**THE PROBLEM**
Exactly as they appear below, repeat the lines from the one with "wrist: (311, 270)" through the one with "thumb cmc: (418, 308)", and no others.

**INPUT MATERIAL**

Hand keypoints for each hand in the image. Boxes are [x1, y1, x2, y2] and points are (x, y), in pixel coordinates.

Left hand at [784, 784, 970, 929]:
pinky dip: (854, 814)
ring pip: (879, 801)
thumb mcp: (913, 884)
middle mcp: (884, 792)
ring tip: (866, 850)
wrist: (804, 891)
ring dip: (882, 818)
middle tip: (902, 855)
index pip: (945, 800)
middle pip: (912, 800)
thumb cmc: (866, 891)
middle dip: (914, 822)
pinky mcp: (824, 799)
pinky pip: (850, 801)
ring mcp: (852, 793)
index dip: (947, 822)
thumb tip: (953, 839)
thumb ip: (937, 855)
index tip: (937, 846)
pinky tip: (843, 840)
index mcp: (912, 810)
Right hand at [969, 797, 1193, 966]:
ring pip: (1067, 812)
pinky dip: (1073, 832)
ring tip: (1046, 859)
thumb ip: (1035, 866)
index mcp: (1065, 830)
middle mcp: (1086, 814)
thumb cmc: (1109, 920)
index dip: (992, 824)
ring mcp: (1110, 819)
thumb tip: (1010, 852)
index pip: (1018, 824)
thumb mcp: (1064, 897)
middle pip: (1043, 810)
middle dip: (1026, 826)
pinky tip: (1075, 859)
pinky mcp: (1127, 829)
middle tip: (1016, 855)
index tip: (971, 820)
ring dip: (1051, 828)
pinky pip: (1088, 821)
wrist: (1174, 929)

==

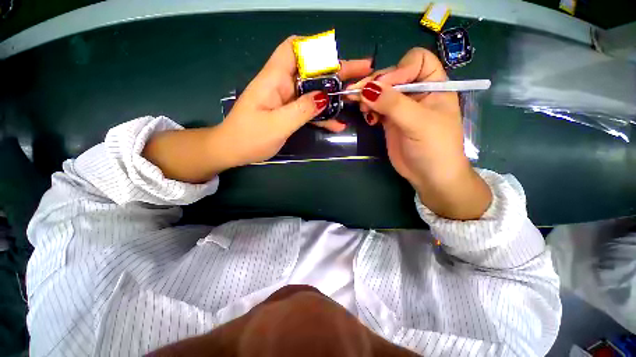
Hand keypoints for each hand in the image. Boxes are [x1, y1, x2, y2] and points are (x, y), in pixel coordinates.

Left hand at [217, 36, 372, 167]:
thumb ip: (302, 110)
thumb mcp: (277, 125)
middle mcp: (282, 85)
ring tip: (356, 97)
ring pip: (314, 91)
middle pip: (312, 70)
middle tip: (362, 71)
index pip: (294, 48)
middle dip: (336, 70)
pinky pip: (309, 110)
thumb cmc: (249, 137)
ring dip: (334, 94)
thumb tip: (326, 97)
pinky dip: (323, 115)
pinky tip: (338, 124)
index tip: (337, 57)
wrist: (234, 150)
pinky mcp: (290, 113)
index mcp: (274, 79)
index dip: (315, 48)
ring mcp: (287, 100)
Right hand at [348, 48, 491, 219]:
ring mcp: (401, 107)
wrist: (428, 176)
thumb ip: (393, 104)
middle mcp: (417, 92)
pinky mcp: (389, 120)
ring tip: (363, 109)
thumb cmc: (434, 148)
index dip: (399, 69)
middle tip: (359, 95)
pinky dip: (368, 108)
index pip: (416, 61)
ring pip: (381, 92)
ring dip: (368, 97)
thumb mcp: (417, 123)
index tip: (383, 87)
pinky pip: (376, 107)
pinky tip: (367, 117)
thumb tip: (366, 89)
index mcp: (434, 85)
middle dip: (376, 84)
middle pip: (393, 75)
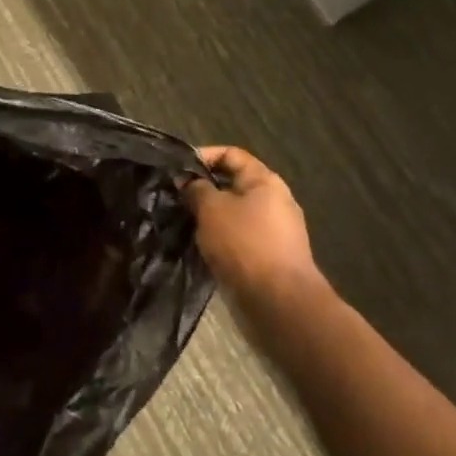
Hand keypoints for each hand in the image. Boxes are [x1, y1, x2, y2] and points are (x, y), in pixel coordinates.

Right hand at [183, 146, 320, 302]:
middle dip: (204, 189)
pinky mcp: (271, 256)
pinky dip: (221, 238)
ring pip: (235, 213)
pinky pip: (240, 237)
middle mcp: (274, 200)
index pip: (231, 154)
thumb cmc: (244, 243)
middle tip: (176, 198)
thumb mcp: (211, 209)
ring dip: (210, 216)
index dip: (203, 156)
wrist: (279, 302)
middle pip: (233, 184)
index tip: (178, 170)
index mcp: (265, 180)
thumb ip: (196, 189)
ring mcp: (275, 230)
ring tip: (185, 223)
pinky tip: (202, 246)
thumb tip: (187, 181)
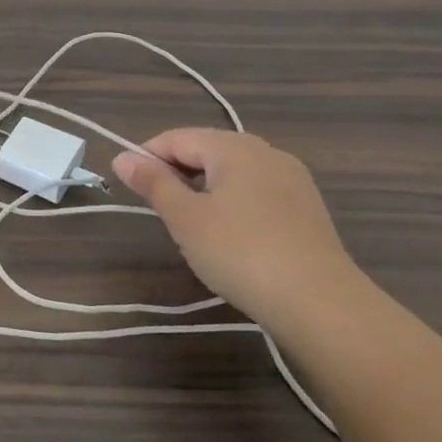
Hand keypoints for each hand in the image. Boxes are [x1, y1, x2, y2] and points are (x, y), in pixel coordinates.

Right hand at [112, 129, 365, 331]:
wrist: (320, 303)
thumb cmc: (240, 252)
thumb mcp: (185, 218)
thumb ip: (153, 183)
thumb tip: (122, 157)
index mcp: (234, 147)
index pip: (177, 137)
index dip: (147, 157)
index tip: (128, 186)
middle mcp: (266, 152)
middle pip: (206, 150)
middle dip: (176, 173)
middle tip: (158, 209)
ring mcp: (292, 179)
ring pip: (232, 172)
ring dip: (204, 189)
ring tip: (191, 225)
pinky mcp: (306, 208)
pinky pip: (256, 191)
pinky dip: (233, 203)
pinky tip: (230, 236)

==

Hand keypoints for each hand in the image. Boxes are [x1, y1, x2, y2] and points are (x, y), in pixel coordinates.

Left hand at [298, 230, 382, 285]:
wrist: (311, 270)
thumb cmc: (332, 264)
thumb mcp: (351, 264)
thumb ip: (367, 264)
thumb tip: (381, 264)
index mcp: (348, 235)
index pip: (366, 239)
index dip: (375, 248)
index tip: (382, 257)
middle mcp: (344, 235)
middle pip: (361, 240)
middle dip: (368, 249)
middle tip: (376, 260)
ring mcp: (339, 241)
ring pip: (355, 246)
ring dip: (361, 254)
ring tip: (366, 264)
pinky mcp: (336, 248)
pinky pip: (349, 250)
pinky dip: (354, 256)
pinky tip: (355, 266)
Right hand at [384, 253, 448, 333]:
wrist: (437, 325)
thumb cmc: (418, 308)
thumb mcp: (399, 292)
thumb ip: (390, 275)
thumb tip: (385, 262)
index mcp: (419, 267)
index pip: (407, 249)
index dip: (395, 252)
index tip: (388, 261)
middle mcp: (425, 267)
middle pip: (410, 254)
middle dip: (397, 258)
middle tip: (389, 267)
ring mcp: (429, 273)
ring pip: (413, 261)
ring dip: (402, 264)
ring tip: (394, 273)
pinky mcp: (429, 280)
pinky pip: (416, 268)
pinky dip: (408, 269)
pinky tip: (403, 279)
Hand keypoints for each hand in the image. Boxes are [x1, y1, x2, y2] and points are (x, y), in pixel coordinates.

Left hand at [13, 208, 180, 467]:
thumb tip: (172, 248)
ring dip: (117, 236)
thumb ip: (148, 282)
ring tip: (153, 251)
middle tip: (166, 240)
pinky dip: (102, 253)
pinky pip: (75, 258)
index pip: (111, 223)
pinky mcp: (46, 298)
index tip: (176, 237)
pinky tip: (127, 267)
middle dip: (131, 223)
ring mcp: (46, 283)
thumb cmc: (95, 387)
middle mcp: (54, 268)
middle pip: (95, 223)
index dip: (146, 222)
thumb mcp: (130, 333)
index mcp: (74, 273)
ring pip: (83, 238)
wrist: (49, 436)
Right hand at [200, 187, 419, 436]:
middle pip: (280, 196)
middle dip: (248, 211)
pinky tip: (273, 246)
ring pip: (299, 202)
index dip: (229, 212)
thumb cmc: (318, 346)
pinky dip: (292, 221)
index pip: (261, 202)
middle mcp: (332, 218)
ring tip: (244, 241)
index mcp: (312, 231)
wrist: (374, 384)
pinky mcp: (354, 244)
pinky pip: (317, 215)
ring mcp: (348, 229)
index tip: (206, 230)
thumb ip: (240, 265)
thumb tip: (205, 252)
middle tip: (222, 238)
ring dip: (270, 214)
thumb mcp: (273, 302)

**YOUR SOLUTION**
wrist: (311, 270)
thumb cmc: (332, 264)
thumb mcp: (351, 264)
thumb ip: (367, 264)
thumb tip: (381, 264)
index mcp: (348, 235)
index pip: (366, 239)
index dip: (375, 248)
index tip: (382, 257)
middle mcp: (344, 235)
middle pip: (361, 240)
middle dip: (368, 249)
middle tip: (376, 260)
ring mcp: (339, 241)
ring pip: (355, 246)
ring dip: (361, 254)
ring tip: (366, 264)
pinky mcp: (336, 248)
pinky pip: (349, 250)
pinky dip: (354, 256)
pinky tip: (355, 266)
Right hand at [384, 253, 448, 333]:
wrist: (437, 325)
thumb cmc: (418, 308)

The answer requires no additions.